Les juges de la haute cour britannique leur ont partiellement donné raison mardi. Ils donnent aux autorités américaines trois semaines pour apporter des garanties. D’abord, ils veulent avoir la certitude que Julian Assange pourra utiliser comme argument de défense le premier amendement de la Constitution américaine, qui assure la liberté d’expression; ensuite, ils demandent que l’Australien ne soit pas traité injustement à cause de sa nationalité, et qu’il bénéficie des mêmes protections que les citoyens américains; enfin, ils veulent s’assurer qu’il ne risque pas la peine de mort. Une nouvelle audience judiciaire sera organisée le 20 mai, pour évaluer la réponse des autorités américaines.
Pour Stella Assange, ce répit reste très largement insuffisant. «C’est incroyable. La cour reconnaît que Julian fait face à un déni de sa liberté d’expression, qu’il est discriminé à cause de sa nationalité australienne et qu’il continue à risquer la peine de mort, et pourtant, tout ce qu’elle demande est une intervention politique des Etats-Unis pour leur dire que tout va bien.» Pour elle, c’est une évidence: «Il s’agit d’une punition (venant des Etats-Unis). C’est un signal envoyé à vous tous (désignant les journalistes qui l’interrogent) que si vous mettez à jour les intérêts qui poussent à la guerre, ils vous pourchasseront, vous mettront en prison et tenteront de vous tuer.»
Jusqu’à 175 ans de prison
Voilà douze ans que Julian Assange n’est plus un homme libre. De 2012 à 2019, il s’est enfermé volontairement à l’ambassade d’Equateur à Londres, initialement pour échapper à une demande d’extradition des autorités suédoises pour deux accusations d’agressions sexuelles. Aujourd’hui, cette affaire est close, la prescription étant passée.
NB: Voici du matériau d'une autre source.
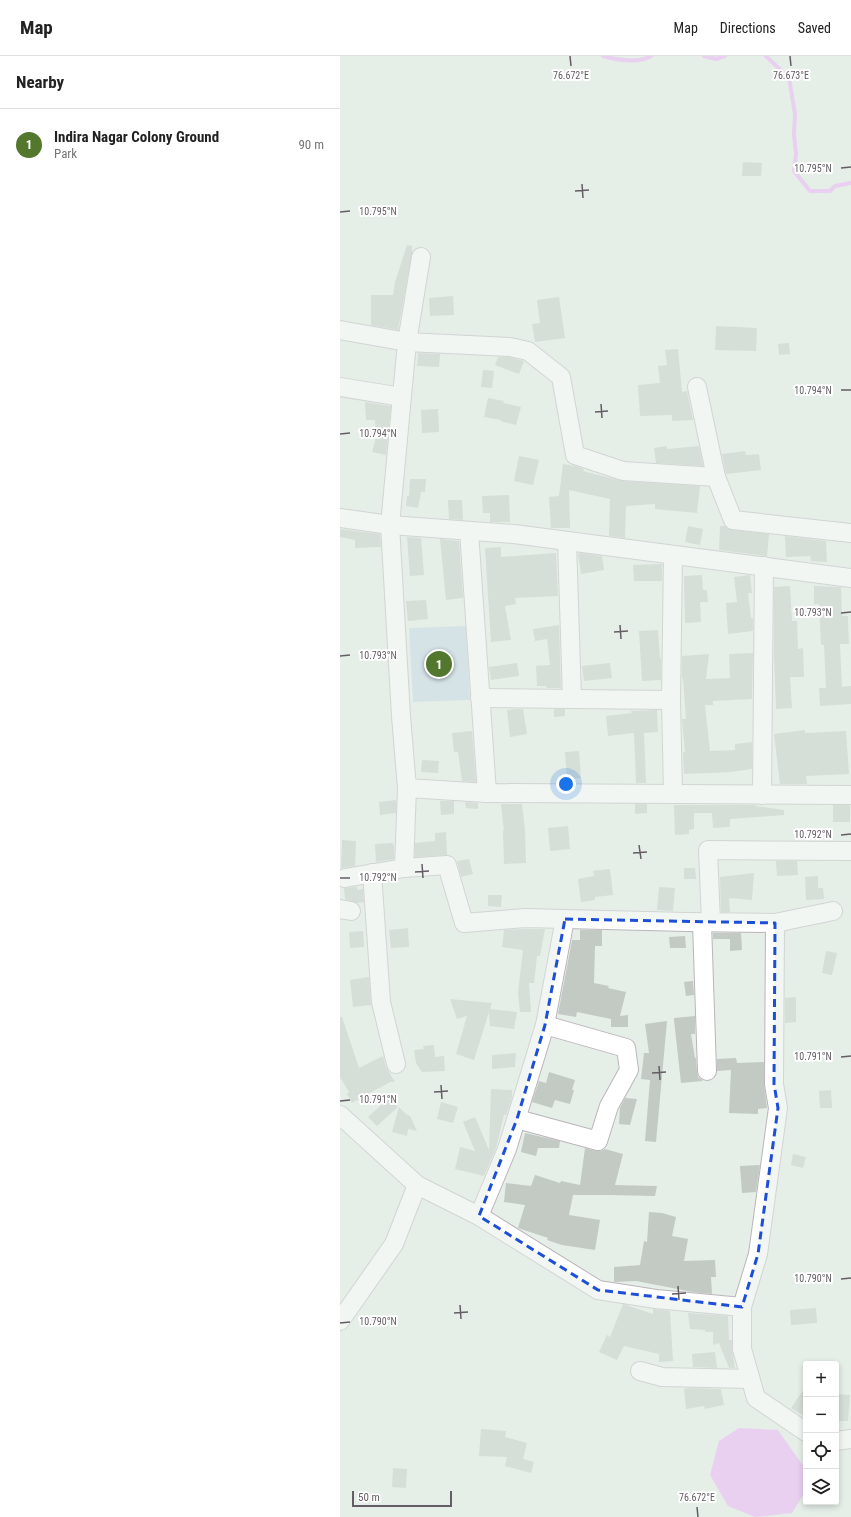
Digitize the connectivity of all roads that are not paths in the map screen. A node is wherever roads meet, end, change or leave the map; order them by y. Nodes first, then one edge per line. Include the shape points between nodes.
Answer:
1 (421, 256) dead end
2 (340, 330) edge
3 (407, 342) junction
4 (340, 387) edge
5 (697, 387) dead end
6 (402, 397) junction
7 (716, 477) junction
8 (340, 518) edge
9 (390, 525) junction
10 (469, 531) junction
11 (851, 534) edge
12 (567, 541) junction
13 (673, 555) junction
14 (764, 566) junction
15 (851, 578) edge
16 (480, 698) junction
17 (572, 699) junction
18 (671, 700) junction
19 (407, 788) junction
20 (487, 793) junction
21 (673, 794) junction
22 (762, 795) junction
23 (851, 795) edge
24 (851, 851) edge
25 (404, 868) junction
26 (372, 873) junction
27 (345, 878) dead end
28 (833, 911) dead end
29 (565, 919) junction
30 (707, 922) junction
31 (775, 923) junction
32 (545, 1025) junction
33 (396, 1064) dead end
34 (707, 1071) dead end
35 (340, 1115) edge
36 (516, 1119) junction
37 (417, 1185) junction
38 (479, 1216) junction
39 (742, 1306) junction
40 (340, 1321) edge
41 (640, 1371) dead end
42 (750, 1379) junction
43 (803, 1430) edge
44 (851, 1439) edge
45 (839, 1441) edge

1 - 3 street
2 - 3 street
3 - 6 street
3 - 7 street via 510,347 528,351 561,377 575,455 623,471
4 - 6 street
5 - 7 street
6 - 9 street
7 - 11 street via 733,520
8 - 9 street
9 - 10 street
9 - 19 street
10 - 12 street
10 - 16 street
12 - 13 street
12 - 17 street
13 - 14 street
13 - 18 street
14 - 15 street
14 - 22 street
16 - 17 street
16 - 20 street
17 - 18 street
18 - 21 street
19 - 20 street
19 - 25 street
20 - 21 street
21 - 22 street
22 - 23 street
24 - 30 street via 708,850
25 - 26 street
25 - 29 street via 447,865 464,923 525,918
26 - 27 street
26 - 33 street via 381,1002
28 - 31 street
29 - 30 street
29 - 32 street
30 - 31 street
30 - 34 street
31 - 39 street via 774,1084 778,1108 758,1254
32 - 36 street
32 - 36 street via 626,1048 629,1070 609,1106 598,1140
35 - 37 street
36 - 38 street via 508,1149
37 - 38 street
37 - 40 street via 394,1244
38 - 39 street via 598,1290 656,1299
39 - 42 street via 742,1349
41 - 42 street via 662,1377
42 - 43 street via 756,1398
44 - 45 street

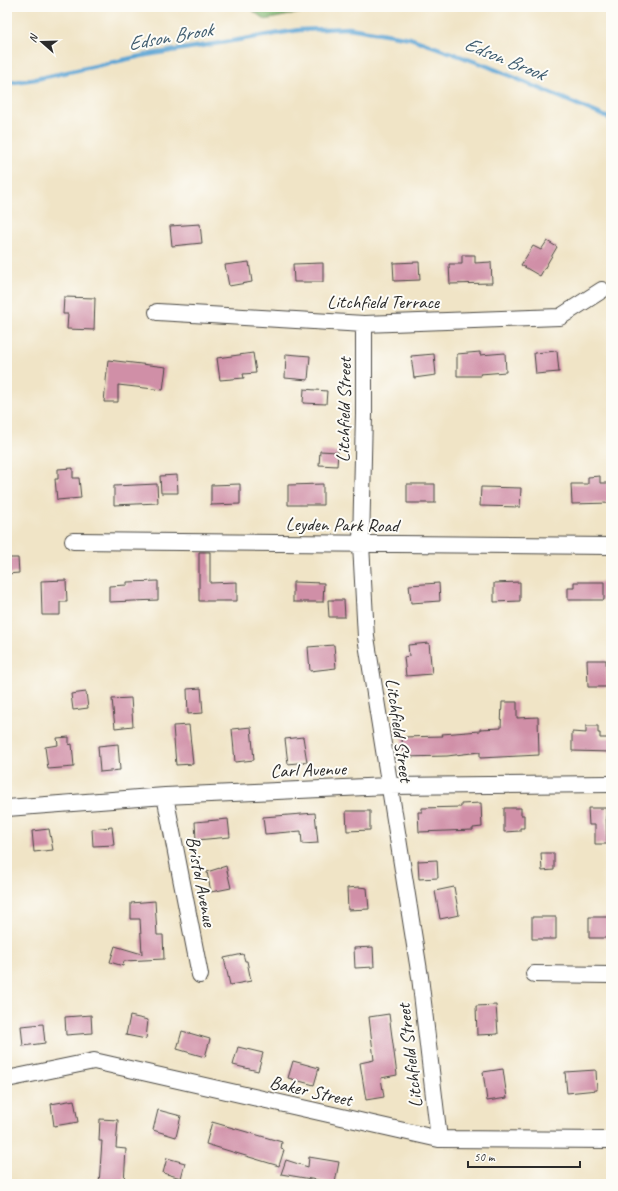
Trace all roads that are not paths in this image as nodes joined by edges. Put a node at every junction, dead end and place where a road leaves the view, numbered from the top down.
1 (602, 290) dead end
2 (157, 312) dead end
3 (364, 324) junction
4 (73, 541) dead end
5 (361, 544) junction
6 (611, 546) edge
7 (611, 784) edge
8 (388, 786) junction
9 (165, 796) junction
10 (7, 808) edge
11 (534, 974) dead end
12 (200, 975) dead end
13 (611, 975) edge
14 (7, 1079) edge
15 (439, 1139) junction
16 (611, 1140) edge

1 - 3 street, Litchfield Terrace
2 - 3 street, Litchfield Terrace
3 - 5 street, Litchfield Street
4 - 5 street, Leyden Park Road
5 - 6 street, Leyden Park Road
5 - 8 street, Litchfield Street
7 - 8 street, Carl Avenue
8 - 9 street, Carl Avenue
8 - 15 street, Litchfield Street
9 - 10 street, Carl Avenue
9 - 12 street, Bristol Avenue
11 - 13 street
14 - 15 street, Baker Street
15 - 16 street, Baker Street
Quand l’Equateur lui a retiré son asile politique en 2019, après un changement de régime, Julian Assange a été immédiatement arrêté à sa sortie de l’ambassade à Londres. Les Etats-Unis, qui se tenaient en embuscade, ont lancé un mandat d’arrêt contre lui pour espionnage. L’Australien risque jusqu’à 175 ans de prison.
Ses défenseurs dénoncent une attaque contre la liberté d’expression et le journalisme. En 2010, quatre ans après avoir fondé WikiLeaks, l’homme avait reçu ce qui ressemblait au scoop du siècle: des centaines de milliers de câbles diplomatiques américains confidentiels, révélant les notes que les ambassades des Etats-Unis à travers le monde faisaient remonter à Washington. Parmi les très nombreuses informations se trouvaient notamment des révélations sur la guerre en Irak et en Afghanistan, un bombardement américain secret au Yémen, la façon dont le roi d’Arabie saoudite a fait pression sur les Etats-Unis pour bombarder l’Iran… La publication, réalisée en 2010 en partenariat avec d’importants journaux – New York Times, Guardian, Spiegel… – relèvent-elles de la liberté de la presse? Ou s’agit-il d’un acte d’espionnage, comme l’affirment les Etats-Unis?
Cette question n’est pas du ressort de la justice britannique, qui ne fait qu’appliquer le traité d’extradition avec les EtatsUnis. Aucun des juges britanniques n’a à se prononcer sur le fond. Ils doivent seulement se soucier du traitement qui attend Julian Assange outre-Atlantique. Gravement déprimé, suicidaire, celui-ci va mal, à en croire ses proches, y compris sa femme, Stella Moris, avec qui il a deux jeunes enfants. Son traitement aux Etats-Unis met en danger sa vie, argumentent-ils. «Ce jugement va décider de sa vie ou de sa mort», affirmait à la BBC Stella Assange le mois dernier.